I prob have more makita than you do so I'm not in that range of people. I have as many of each brand and the festool tools are vastly better. If you was sold on performance versus cost you would go Festool as they are the better performance tool when you look at the cost over the life of the tool. Your working on a budget which is why you use makita. Working on a budget was the reason I bought so much makita stuff. It's a great quality tool for what it costs but they ain't no festool. 

"Again the festool doesn't cut any better or faster or easier then a Makita(I've used both)"

It's the same reason people buy makita over HF or Ryobi.

If you look at tools like this then why don't you buy HF tools instead of Makita. They are much more budget friendly and they also cut. 

The only people I see bashing a festool are either green eyed monsters or people who have never used them.


----------



## CENTERLINE MV (Jan 9, 2011)

Five Star said:


> if all I was doing was decking and interior trim then my Makita would serve me well!


EXACTLY!! That's what I've been trying to get across:thumbsup: if all I did was interior trim & cabinets, I could justify the cost. Right now, like pinwheel stated, it's not worth the cost for me.
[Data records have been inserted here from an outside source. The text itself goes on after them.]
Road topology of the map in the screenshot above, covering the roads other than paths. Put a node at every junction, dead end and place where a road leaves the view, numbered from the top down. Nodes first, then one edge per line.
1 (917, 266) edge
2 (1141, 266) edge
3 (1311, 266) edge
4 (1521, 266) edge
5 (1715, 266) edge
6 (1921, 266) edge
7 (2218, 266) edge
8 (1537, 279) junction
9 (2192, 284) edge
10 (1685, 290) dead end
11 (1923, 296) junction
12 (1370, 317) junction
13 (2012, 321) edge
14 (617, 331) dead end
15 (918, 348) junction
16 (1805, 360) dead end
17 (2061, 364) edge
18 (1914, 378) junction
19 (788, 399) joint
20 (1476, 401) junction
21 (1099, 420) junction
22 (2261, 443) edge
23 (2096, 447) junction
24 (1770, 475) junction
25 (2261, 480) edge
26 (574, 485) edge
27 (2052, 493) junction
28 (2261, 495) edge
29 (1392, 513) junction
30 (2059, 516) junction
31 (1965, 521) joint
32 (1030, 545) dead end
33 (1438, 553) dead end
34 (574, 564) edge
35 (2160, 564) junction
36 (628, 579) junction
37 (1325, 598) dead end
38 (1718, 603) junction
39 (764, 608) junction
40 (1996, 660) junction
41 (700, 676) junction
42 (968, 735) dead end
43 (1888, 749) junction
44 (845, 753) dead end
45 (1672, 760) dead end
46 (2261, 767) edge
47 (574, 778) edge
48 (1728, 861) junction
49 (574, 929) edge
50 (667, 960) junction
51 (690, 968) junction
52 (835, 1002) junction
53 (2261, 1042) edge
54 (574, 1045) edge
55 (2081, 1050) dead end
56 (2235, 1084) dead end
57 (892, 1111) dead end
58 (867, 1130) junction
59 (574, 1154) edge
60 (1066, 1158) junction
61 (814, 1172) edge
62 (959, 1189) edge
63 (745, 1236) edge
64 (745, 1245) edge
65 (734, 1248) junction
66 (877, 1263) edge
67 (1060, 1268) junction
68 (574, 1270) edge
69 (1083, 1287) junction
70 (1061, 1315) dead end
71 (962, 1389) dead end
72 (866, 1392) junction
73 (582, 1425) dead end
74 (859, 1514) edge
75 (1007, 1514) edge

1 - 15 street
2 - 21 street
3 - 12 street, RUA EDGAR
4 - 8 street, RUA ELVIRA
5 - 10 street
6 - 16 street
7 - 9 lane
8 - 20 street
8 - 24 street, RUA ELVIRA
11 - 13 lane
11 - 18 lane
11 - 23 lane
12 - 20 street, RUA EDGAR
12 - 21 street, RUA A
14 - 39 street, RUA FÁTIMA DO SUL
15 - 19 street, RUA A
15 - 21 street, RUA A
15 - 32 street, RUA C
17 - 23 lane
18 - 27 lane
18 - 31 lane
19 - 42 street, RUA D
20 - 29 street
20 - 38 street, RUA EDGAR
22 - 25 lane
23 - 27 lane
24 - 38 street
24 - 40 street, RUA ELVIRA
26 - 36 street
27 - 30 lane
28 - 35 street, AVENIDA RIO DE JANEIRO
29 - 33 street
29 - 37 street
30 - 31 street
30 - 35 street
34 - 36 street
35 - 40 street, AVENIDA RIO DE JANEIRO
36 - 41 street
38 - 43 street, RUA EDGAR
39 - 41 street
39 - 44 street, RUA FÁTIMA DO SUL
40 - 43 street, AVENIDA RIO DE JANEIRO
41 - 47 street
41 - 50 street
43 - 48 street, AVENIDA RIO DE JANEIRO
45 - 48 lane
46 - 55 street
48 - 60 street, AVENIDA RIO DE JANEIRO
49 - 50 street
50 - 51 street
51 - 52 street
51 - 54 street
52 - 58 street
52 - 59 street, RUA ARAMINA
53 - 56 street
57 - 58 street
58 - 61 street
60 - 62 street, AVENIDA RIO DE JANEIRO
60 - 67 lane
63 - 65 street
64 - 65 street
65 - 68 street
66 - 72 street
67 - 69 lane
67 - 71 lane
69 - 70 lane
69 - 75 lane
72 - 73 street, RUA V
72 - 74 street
I also am planning on building a shop which will cost double than what most Americans would have to pay just because of where I live. I could buy a festool product every week just on the gas price I would save compared to most everyone else in the country.
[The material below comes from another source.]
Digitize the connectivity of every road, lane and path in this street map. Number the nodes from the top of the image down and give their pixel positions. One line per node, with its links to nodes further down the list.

On top of that, everyone here is a contractor, so it is a VERY VERY competitive market, so simply "adding it to the job" doesn't cut it, especially with the amount of illegals here. I need to stay competitive and having fancy tools aren't going to get me more work.
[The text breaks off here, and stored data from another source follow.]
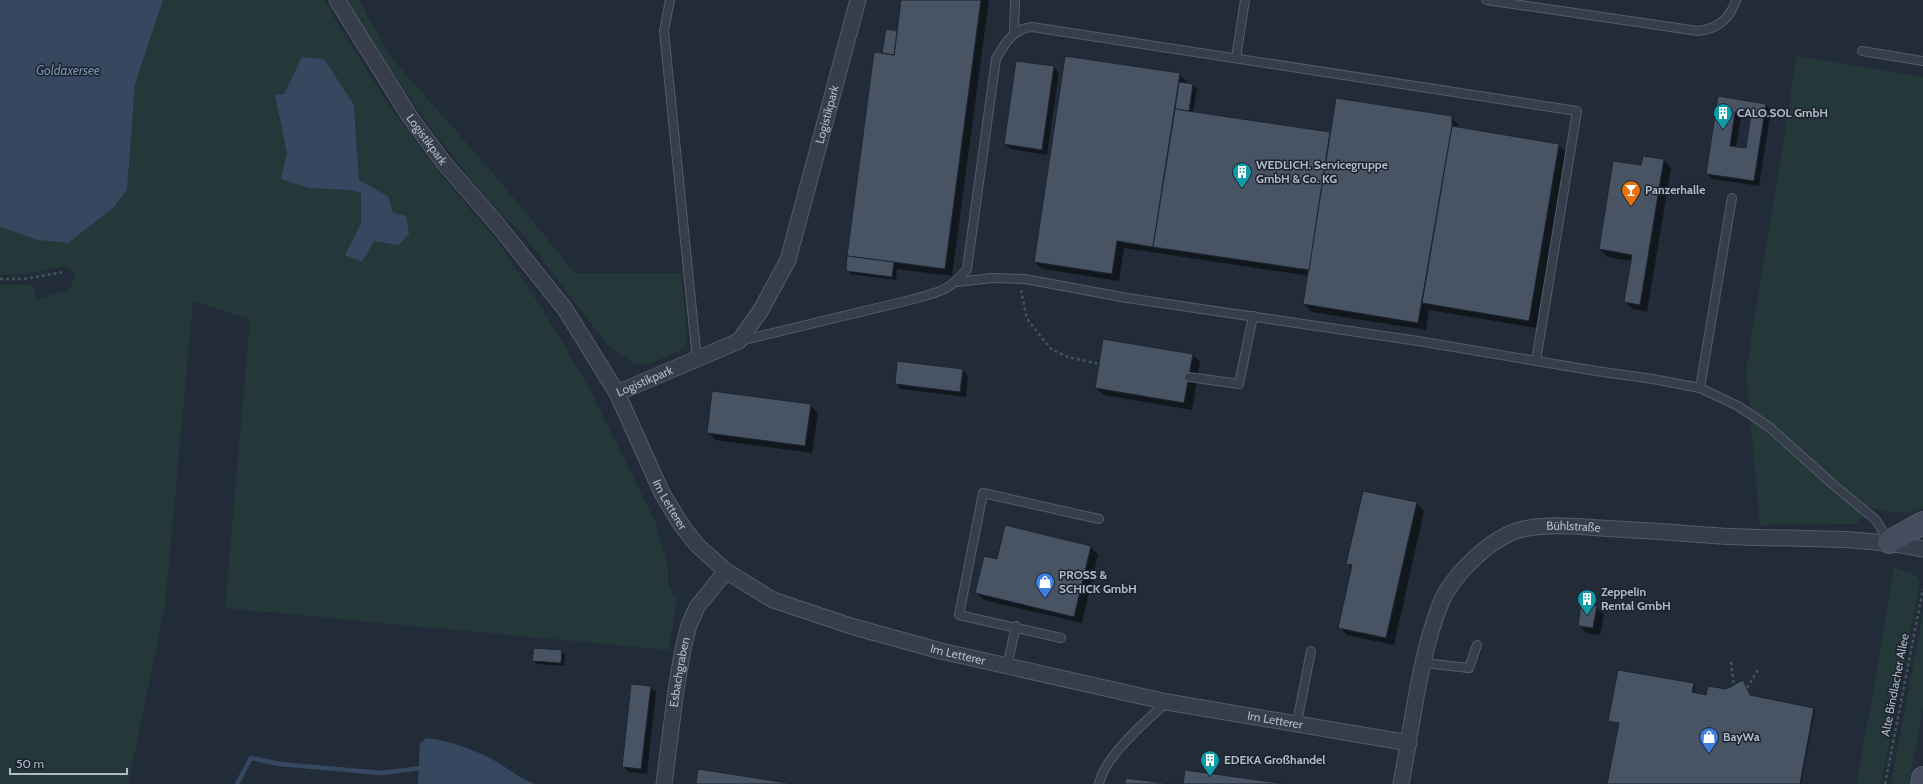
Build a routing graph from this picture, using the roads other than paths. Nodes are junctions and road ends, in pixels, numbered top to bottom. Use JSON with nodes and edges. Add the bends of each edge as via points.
{"nodes":[{"id":1,"x":337,"y":0,"type":"edge"},
{"id":2,"x":670,"y":0,"type":"edge"},
{"id":3,"x":858,"y":0,"type":"edge"},
{"id":4,"x":1015,"y":0,"type":"edge"},
{"id":5,"x":1245,"y":0,"type":"edge"},
{"id":6,"x":1486,"y":0,"type":"edge"},
{"id":7,"x":1736,"y":0,"type":"edge"},
{"id":8,"x":1014,"y":32,"type":"junction"},
{"id":9,"x":1862,"y":51,"type":"dead end"},
{"id":10,"x":1236,"y":58,"type":"junction"},
{"id":11,"x":1923,"y":61,"type":"edge"},
{"id":12,"x":1732,"y":198,"type":"dead end"},
{"id":13,"x":957,"y":282,"type":"junction"},
{"id":14,"x":1253,"y":316,"type":"junction"},
{"id":15,"x":739,"y":341,"type":"junction"},
{"id":16,"x":697,"y":360,"type":"junction"},
{"id":17,"x":1536,"y":361,"type":"junction"},
{"id":18,"x":1189,"y":377,"type":"dead end"},
{"id":19,"x":1700,"y":388,"type":"junction"},
{"id":20,"x":617,"y":393,"type":"junction"},
{"id":21,"x":1099,"y":519,"type":"dead end"},
{"id":22,"x":1923,"y":523,"type":"edge"},
{"id":23,"x":1889,"y":542,"type":"junction"},
{"id":24,"x":1923,"y":549,"type":"edge"},
{"id":25,"x":726,"y":571,"type":"junction"},
{"id":26,"x":1016,"y":626,"type":"junction"},
{"id":27,"x":1061,"y":638,"type":"dead end"},
{"id":28,"x":1478,"y":645,"type":"dead end"},
{"id":29,"x":1311,"y":651,"type":"dead end"},
{"id":30,"x":1424,"y":663,"type":"junction"},
{"id":31,"x":1007,"y":666,"type":"junction"},
{"id":32,"x":1168,"y":702,"type":"junction"},
{"id":33,"x":1297,"y":722,"type":"junction"},
{"id":34,"x":1409,"y":743,"type":"junction"},
{"id":35,"x":1923,"y":778,"type":"edge"},
{"id":36,"x":664,"y":784,"type":"edge"},
{"id":37,"x":1099,"y":784,"type":"edge"},
{"id":38,"x":1400,"y":784,"type":"edge"},
{"id":39,"x":1922,"y":784,"type":"edge"}],
"edges":[{"from":1,"to":20,"type":"street","name":"Logistikpark","via":[[410,118],[565,309]]},
{"from":2,"to":16,"type":"lane","via":[[664,31]]},
{"from":3,"to":15,"type":"street","name":"Logistikpark","via":[[788,260],[761,310]]},
{"from":4,"to":8,"type":"lane"},
{"from":5,"to":10,"type":"lane"},
{"from":6,"to":7,"type":"lane","via":[[1698,31],[1709,30],[1720,24],[1729,16]]},
{"from":8,"to":10,"type":"lane","via":[[1032,27]]},
{"from":8,"to":13,"type":"lane","via":[[996,59],[967,269]]},
{"from":9,"to":11,"type":"lane"},
{"from":10,"to":17,"type":"lane","via":[[1577,111]]},
{"from":12,"to":19,"type":"lane"},
{"from":13,"to":14,"type":"lane","via":[[992,278],[1017,279]]},
{"from":13,"to":15,"type":"lane","via":[[940,291],[914,299]]},
{"from":14,"to":17,"type":"lane"},
{"from":14,"to":18,"type":"lane","via":[[1239,384]]},
{"from":15,"to":16,"type":"street","name":"Logistikpark"},
{"from":16,"to":20,"type":"street","name":"Logistikpark"},
{"from":17,"to":19,"type":"lane"},
{"from":19,"to":23,"type":"lane","via":[[1738,406],[1770,427],[1876,520]]},
{"from":20,"to":25,"type":"street","name":"Im Letterer","via":[[662,493],[682,526],[698,546]]},
{"from":21,"to":26,"type":"lane","via":[[983,492],[959,615]]},
{"from":22,"to":23,"type":"main road"},
{"from":23,"to":24,"type":"street","name":"Bühlstraße"},
{"from":23,"to":30,"type":"street","name":"Bühlstraße","via":[[1851,539],[1733,538],[1557,525],[1522,529],[1489,544],[1470,562],[1453,584],[1440,603]]},
{"from":25,"to":31,"type":"street","name":"Im Letterer","via":[[773,600],[814,614],[898,640]]},
{"from":25,"to":36,"type":"street","name":"Esbachgraben","via":[[697,607],[683,649]]},
{"from":26,"to":27,"type":"lane"},
{"from":26,"to":31,"type":"lane"},
{"from":28,"to":30,"type":"lane","via":[[1469,668]]},
{"from":29,"to":33,"type":"lane"},
{"from":30,"to":34,"type":"street","name":"Bühlstraße"},
{"from":31,"to":32,"type":"street","name":"Im Letterer"},
{"from":32,"to":33,"type":"street","name":"Im Letterer"},
{"from":32,"to":37,"type":"lane","via":[[1116,753],[1100,777]]},
{"from":33,"to":34,"type":"street","name":"Im Letterer"},
{"from":34,"to":38,"type":"street","name":"Bühlstraße"},
{"from":35,"to":39,"type":"main road"}]}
http://en.wikipedia.org/wiki/Martha's_Vineyard

"Dukes County is one of the poorest in the state. A study by the Martha's Vineyard Commission found that the cost of living on the island is 60 percent higher than the national average and housing prices are 96 percent higher.[5] A study of housing needs by the Commission found that the average weekly wage on Martha's Vineyard was “71 per cent of the state average, the median home price was 54 per cent above the state’s and the median rent exceeded the state’s by 17 per cent.”[6]


----------



## pinwheel (Dec 7, 2009)

BCConstruction said:


> I prob have more makita than you do so I'm not in that range of people. I have as many of each brand and the festool tools are vastly better. If you was sold on performance versus cost you would go Festool as they are the better performance tool when you look at the cost over the life of the tool. Your working on a budget which is why you use makita. Working on a budget was the reason I bought so much makita stuff. It's a great quality tool for what it costs but they ain't no festool.
> 
> "Again the festool doesn't cut any better or faster or easier then a Makita(I've used both)"
> 
> ...



What does it matter , how others spend their hard earned money? Your experience & justification of how you spend your money, is different than how others make those same decisions. I personally don't bash anything I haven't had a negative experience with first hand. At this point in my business, I just choose to spend my hard earned money on tools that make the most money for me. In this case, makita kept money in my pocket & for the uses I've used it so far, I don't believe a more expensive tool would have made any difference in the quality of the product I put out.


----------



## TimelessQuality (Sep 23, 2007)

5 + pages and less than one is about the makita saw:laughing::laughing::laughing:


----------



## The Coastal Craftsman (Jun 29, 2009)

pinwheel said:


> What does it matter , how others spend their hard earned money? Your experience & justification of how you spend your money, is different than how others make those same decisions. I personally don't bash anything I haven't had a negative experience with first hand. At this point in my business, I just choose to spend my hard earned money on tools that make the most money for me. In this case, makita kept money in my pocket & for the uses I've used it so far, I don't believe a more expensive tool would have made any difference in the quality of the product I put out.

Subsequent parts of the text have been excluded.